SALA DE LO CONTENCIOSO ADMINISTRATIVO

SECCION PRIMERA

Consejero ponente: CAMILO ARCINIEGAS ANDRADE

Bogotá D.C., veinte (20) de octubre de dos mil cinco (2005) Radicación número: 11001-03-24-000-2002-00090-01(7803)

Actor: SEGUNDO GABRIEL HERNANDEZ HERNANDEZ

Demandado: GOBIERNO NACIONAL – MINISTERIO DE DEFENSA Referencia: ACCION DE NULIDAD Se decide en única instancia la acción de nulidad ejercida por SEGUNDO GABRIEL HERNÁNDEZ HERNÁNDEZ contra el Decreto 73 de 20021 «por el cual se fijan las tarifas mínimas para el cobro de servicios de vigilancia y seguridad privada», expedido por el Gobierno Nacional Ministerio de Defensa.

I. LA DEMANDA

1.1. EL ACTO ACUSADO El Decreto 73 de 2002 del siguiente tenor: « DECRETO 73 DE 2002 (enero 18) por el cual se fijan las tarifas mínimas para el cobro de los servicios de vigilancia y seguridad privada. El Presidente de la República de Colombia, en uso de sus atribuciones constitucionales legales y en especial de las conferidas por el numeral 11 del artículo 189 de la Constitución Política, los artículos 92 del Decreto 356 de 1994 y 4 numeral 25 del Decreto 2453 de 1993, y CONSIDERANDO: Que el artículo 92 del Decreto 356 de 1994 sobre tarifas, fijó los

conceptos prevalentes para su determinación en la prestación de los servicios de vigilancia y seguridad privada; Que las prácticas de competencia desleal por parte de las empresas de vigilancia y seguridad privada con armas y sin armas que utilizan el medio humano y/o medio canino, son cada vez más preocupantes, lo cual pone en peligro la confianza de los usuarios del servicio de vigilancia y seguridad privada; Que es necesario regular los precios del mercado a través de la fijación de unas tarifas que garanticen como mínimo la cancelación de las obligaciones laborales, evitando la explotación a que vienen siendo sometidos los trabajadores del sector; Que los estudios de costos y gastos de estos servicios conducen a la conclusión de que el servicio no puede estar por debajo de una tarifa mínima, fijada en salarios mínimos, DECRETA: 1 Publicado en el Diario Oficial 44.686 de 24 de enero de 2002. Artículo 1°. Objeto. El presente decreto tiene por objeto fijar las tarifas mínimas para el cobro de los servicios de vigilancia y seguridad privada por parte de las empresas y cooperativas de vigilancia y seguridad privada con armas y sin armas que utilicen el medio humano y/o medio canino y que se encuentran bajo el control, inspección y vigilancia de la Superintendencia de Vigilancia y Seguridad Privada. Artículo 2°. Tarifas. Establécese, como tarifas mínimas para el cobro de servicios de vigilancia y seguridad privada veinticuatro (24) horas, las siguientes:

1. Empresas armadas con medio humano: La tarifa será el equivalente a 8,5 salarios mínimos legales mensuales vigentes para cubrir los costos laborales; más un 10% sobre el monto

calculado, para cubrir gastos administrativos y de supervisión.

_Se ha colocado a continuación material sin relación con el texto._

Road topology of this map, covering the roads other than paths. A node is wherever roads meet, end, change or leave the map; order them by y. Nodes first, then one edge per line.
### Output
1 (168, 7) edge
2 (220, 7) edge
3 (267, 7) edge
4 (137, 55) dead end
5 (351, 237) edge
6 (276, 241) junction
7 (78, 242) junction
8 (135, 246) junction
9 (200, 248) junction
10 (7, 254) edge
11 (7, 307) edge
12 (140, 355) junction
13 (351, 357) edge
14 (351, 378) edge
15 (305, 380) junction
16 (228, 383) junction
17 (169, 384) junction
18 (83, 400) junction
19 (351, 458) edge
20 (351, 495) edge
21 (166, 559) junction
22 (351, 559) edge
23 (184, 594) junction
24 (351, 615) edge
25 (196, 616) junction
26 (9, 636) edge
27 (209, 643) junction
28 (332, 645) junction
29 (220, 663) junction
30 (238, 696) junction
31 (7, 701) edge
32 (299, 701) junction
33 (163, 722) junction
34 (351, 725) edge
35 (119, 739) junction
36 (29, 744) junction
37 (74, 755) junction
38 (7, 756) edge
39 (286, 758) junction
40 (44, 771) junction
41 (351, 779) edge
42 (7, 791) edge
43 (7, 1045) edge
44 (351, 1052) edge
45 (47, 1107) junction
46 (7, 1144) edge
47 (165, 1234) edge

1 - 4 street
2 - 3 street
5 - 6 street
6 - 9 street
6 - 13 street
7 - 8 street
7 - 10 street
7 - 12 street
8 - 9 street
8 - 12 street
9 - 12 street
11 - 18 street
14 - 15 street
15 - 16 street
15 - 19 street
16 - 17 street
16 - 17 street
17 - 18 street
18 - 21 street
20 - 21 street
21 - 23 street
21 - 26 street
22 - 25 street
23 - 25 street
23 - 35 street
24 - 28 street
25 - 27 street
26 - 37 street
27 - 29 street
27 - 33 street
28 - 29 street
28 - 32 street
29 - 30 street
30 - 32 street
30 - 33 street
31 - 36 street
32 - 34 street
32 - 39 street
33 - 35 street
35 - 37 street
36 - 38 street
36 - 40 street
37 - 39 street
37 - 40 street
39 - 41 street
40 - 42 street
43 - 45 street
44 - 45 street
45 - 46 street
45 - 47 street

2. Empresas sin armas con medio humano y canino: La tarifa será el equivalente a 8,5 salarios mínimos legales mensuales vigentes para cubrir los costos laborales; más un 10% sobre el monto calculado, para cubrir gastos administrativos y de supervisión.

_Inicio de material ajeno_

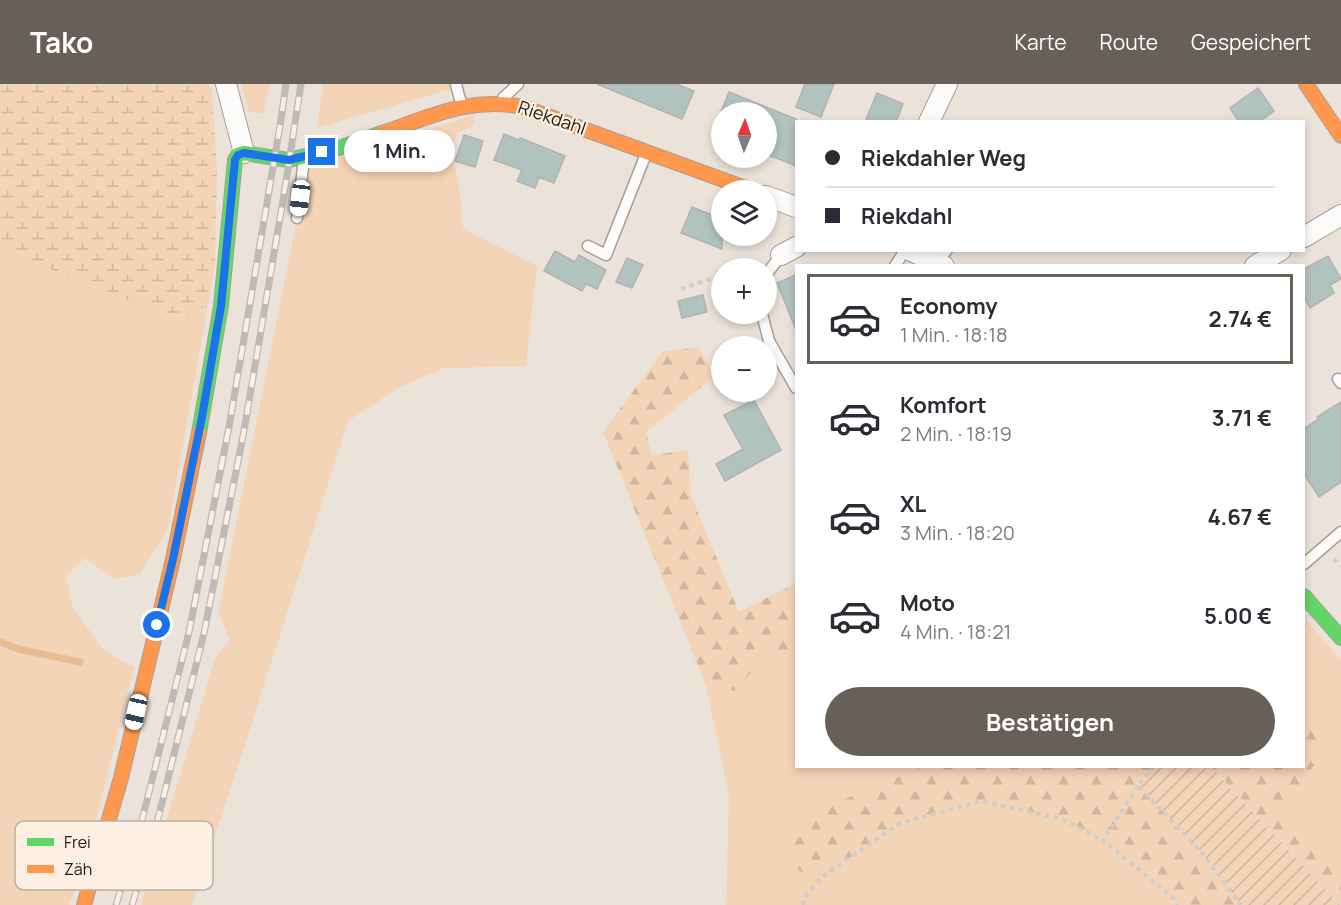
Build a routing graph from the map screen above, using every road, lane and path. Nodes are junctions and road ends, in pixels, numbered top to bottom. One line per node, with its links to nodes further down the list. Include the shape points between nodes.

3. Empresas sin armas con medio humano: La tarifa será el equivalente a 8,5 salarios mínimos legales mensuales vigentes para cubrir los costos laborales; más un 7% sobre el monto calculado, para cubrir gastos administrativos y de supervisión.

4. Cooperativas armadas y sin armas con medio humano: La tarifa se ajustará a la estructura de costos y gastos propios de estas empresas, teniendo en cuenta su régimen especial de trabajo asociado, de previsión y seguridad social y de compensaciones que les permite un manejo diferente del de las empresas mercantiles.

Parágrafo 1°. Si por razones debidamente justificadas, las cooperativas contratan trabajadores no asociados, a estos se les aplicarán las normas del Código Sustantivo del Trabajo, caso en el cual la tarifa se ajustará para cubrir los costos y gastos adicionales. Parágrafo 2°. Las tarifas determinadas para las cooperativas de vigilancia y seguridad privada, en todo caso, no podrán diferir de las fijadas en los numerales 1, 2 y 3 del artículo 2° del presente decreto en más de un 10%. Artículo 3°. Estructura de costos y gastos. La tarifa calculada está dada sobre la base de los costos directos que incluyen los

factores salariales, prestacionales, parafiscales y dotaciones e indirectos que incluyen los gastos de administración y supervisión, impuestos y utilidades. Artículo 4°. Servicios agregados. Cuando los usuarios demanden servicios agregados al servicio de vigilancia tales como: monitoreo de alarmas, circuitos cerrados de televisión, equipos de visión o escucha remotos, equipos de detección, controles de acceso, controles perimétricos o similares, éstos serán valores adicionales y podrán pactarse de común acuerdo entre las partes. Artículo 5°. Aplicación de la tarifa. Los usuarios que se encuentren clasificados en los siguientes sectores serán sujetos de aplicación de la tarifa mínima establecida en el artículo 2°.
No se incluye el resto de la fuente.